▶ [PROBLEM DETAILS] Track down each line below containing the string "points" and copy it.

▶ [DATA TO PROCESS]

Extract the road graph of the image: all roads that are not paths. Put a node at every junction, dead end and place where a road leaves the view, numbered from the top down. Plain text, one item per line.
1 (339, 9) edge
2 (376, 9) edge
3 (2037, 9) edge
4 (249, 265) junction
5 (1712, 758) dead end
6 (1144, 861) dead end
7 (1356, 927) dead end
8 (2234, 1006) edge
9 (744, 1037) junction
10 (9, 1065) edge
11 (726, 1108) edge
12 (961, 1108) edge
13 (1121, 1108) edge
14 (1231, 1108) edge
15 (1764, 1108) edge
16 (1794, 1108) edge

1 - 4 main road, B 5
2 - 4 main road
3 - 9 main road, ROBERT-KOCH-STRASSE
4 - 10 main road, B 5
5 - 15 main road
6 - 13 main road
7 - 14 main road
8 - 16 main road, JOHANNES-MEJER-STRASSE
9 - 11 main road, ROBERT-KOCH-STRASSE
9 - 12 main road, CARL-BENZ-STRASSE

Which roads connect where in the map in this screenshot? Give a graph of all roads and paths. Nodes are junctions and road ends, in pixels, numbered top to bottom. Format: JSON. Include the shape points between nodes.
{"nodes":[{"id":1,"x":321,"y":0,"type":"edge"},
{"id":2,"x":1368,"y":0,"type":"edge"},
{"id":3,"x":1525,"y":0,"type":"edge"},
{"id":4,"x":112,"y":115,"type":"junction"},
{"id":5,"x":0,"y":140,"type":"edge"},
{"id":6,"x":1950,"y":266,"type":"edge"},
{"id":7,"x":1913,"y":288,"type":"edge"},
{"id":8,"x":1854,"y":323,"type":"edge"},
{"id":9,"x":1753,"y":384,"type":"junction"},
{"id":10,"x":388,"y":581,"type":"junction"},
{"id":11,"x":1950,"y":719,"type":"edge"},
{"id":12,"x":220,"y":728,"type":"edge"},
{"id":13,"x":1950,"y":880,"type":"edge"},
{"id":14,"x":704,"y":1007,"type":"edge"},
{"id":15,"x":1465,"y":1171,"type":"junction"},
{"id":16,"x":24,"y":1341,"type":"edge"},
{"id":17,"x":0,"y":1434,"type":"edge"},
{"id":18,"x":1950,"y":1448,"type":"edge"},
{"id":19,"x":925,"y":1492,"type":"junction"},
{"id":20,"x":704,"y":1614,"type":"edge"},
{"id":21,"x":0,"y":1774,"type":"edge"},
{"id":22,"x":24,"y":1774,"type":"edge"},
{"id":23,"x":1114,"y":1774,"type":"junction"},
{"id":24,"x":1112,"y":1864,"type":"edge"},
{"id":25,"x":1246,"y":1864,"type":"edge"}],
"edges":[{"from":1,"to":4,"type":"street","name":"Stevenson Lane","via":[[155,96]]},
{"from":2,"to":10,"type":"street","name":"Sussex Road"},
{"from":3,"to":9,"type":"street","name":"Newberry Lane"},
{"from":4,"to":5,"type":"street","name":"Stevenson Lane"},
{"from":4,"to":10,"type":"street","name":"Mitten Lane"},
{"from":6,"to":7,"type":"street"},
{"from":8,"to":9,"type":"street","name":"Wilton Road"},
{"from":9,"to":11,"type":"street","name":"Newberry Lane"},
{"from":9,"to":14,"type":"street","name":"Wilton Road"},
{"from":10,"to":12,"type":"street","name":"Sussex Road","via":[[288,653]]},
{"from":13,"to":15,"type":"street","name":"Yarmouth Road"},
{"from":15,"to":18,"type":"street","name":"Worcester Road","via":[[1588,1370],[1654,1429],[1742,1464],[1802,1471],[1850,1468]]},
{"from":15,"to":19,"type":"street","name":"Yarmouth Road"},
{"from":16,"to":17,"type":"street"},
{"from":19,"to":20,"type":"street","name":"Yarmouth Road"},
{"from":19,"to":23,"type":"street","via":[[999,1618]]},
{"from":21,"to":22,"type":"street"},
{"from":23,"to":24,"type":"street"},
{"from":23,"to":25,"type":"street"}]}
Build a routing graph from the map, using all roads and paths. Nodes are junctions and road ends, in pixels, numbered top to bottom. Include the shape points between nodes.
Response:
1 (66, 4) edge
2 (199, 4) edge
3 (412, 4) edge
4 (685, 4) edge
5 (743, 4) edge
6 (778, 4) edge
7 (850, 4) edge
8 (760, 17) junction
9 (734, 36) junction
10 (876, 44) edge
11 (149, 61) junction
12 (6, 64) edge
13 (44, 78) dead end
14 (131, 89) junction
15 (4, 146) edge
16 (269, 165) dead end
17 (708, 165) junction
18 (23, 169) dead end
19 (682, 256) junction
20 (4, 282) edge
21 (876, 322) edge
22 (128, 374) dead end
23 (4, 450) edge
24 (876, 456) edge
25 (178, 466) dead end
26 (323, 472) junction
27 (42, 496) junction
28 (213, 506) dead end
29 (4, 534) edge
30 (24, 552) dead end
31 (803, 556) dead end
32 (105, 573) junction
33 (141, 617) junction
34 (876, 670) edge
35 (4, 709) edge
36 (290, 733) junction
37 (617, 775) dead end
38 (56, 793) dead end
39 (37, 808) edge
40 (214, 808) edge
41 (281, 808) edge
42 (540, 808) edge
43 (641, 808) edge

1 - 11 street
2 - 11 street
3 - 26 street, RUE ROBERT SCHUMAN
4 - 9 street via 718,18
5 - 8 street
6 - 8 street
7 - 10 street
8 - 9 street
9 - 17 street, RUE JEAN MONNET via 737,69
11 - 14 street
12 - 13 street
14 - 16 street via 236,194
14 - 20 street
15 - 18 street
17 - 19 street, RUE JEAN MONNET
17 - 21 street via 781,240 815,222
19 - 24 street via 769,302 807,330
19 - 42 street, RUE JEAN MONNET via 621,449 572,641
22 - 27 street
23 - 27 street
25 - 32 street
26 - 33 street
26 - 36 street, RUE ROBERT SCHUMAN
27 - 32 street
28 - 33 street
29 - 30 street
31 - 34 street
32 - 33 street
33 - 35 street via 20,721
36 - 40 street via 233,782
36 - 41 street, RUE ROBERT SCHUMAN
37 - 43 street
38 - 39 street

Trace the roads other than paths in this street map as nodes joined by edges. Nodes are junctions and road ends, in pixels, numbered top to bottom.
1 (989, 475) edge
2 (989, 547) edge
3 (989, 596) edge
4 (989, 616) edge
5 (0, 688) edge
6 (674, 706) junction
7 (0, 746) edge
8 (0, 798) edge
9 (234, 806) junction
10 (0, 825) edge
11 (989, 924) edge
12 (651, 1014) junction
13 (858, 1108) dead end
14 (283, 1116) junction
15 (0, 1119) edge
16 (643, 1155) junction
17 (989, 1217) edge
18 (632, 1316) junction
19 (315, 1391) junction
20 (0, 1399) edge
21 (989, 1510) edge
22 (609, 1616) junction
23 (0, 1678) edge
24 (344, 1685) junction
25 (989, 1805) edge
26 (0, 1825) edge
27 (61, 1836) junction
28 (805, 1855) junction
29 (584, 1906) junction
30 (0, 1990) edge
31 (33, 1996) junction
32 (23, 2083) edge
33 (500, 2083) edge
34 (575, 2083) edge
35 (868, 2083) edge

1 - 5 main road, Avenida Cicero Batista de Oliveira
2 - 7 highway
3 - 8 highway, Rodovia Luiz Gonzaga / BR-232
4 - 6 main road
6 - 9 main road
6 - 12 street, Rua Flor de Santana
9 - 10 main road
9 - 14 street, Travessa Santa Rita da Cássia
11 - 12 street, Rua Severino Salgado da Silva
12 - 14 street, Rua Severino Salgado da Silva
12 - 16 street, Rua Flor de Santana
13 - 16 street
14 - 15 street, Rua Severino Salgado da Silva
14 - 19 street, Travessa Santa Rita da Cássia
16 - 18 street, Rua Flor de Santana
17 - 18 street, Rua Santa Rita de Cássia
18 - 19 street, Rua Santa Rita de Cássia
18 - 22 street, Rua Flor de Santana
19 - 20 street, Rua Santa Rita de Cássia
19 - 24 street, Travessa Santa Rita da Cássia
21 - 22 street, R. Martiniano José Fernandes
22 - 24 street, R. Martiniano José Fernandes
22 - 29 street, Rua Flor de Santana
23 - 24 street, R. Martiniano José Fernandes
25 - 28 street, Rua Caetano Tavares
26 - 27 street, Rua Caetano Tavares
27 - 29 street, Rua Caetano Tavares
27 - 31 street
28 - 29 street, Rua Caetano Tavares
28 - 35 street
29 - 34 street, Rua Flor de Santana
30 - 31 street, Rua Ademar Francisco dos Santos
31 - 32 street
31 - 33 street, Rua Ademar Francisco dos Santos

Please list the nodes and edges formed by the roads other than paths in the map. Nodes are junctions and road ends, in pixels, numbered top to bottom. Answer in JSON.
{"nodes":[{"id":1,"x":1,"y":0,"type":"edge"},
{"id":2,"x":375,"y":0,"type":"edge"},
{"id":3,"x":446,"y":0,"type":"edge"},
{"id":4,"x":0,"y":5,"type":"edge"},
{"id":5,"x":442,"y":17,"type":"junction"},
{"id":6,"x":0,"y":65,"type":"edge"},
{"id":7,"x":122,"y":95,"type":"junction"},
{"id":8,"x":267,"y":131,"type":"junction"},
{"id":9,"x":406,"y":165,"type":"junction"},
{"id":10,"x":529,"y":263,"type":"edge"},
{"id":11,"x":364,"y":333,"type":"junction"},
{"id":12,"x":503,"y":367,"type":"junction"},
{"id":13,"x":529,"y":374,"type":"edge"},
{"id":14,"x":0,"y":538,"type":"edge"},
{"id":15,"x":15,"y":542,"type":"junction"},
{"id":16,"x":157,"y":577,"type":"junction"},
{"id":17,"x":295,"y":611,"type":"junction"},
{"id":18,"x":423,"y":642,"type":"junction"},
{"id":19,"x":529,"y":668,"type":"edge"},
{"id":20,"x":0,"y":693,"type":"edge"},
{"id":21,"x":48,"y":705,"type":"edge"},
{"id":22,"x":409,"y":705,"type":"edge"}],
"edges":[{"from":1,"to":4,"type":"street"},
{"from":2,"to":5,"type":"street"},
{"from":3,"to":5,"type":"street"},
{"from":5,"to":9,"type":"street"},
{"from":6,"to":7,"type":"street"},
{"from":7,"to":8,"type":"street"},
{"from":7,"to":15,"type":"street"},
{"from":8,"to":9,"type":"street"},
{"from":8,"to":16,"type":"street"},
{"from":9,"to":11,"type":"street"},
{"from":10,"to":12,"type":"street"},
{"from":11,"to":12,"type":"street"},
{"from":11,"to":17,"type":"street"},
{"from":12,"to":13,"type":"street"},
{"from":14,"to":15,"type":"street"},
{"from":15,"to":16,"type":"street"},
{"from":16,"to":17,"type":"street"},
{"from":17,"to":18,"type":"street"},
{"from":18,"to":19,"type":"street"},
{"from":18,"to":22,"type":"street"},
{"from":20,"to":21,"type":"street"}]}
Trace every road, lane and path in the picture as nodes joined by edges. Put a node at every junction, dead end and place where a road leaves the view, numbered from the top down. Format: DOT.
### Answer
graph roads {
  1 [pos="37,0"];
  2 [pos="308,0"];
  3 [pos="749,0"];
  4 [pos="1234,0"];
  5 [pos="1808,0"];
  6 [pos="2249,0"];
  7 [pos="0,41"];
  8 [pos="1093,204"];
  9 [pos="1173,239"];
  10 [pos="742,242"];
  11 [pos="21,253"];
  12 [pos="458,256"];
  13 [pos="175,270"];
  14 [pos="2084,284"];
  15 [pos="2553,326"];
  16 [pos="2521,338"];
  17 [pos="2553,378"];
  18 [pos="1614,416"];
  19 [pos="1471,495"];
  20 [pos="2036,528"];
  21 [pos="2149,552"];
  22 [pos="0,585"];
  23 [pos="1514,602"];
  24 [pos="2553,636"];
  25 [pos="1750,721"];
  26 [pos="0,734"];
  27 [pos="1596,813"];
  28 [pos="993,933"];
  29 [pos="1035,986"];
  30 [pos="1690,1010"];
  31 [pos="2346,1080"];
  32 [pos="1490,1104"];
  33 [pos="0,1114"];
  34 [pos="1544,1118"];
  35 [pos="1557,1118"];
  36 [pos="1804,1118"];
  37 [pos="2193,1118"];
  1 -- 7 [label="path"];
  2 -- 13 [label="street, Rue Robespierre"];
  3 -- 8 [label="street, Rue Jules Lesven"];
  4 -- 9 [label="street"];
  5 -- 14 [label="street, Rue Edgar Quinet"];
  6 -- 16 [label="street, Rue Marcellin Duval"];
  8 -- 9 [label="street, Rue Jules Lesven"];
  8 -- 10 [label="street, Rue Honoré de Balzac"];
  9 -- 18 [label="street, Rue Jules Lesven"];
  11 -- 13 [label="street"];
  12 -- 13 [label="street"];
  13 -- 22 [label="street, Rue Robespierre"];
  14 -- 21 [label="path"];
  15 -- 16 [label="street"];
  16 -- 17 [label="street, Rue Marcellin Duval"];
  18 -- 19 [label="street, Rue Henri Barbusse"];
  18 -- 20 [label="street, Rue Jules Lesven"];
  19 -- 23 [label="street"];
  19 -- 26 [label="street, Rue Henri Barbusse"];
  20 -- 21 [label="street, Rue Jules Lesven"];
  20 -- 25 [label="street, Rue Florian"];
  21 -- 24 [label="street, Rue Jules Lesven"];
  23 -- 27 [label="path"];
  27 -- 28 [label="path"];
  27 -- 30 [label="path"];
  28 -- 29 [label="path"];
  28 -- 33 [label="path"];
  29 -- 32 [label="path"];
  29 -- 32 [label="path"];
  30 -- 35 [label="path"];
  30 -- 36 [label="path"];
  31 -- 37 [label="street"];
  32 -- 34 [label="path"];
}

▶ [RESPONSE TO THE EXERCISE]
Which roads connect where in the map in this screenshot? Give a graph of all roads and paths. Nodes are junctions and road ends, in pixels, numbered top to bottom. Format: JSON. Include the shape points between nodes.
Build a routing graph from the map, using all roads and paths. Nodes are junctions and road ends, in pixels, numbered top to bottom. Include the shape points between nodes.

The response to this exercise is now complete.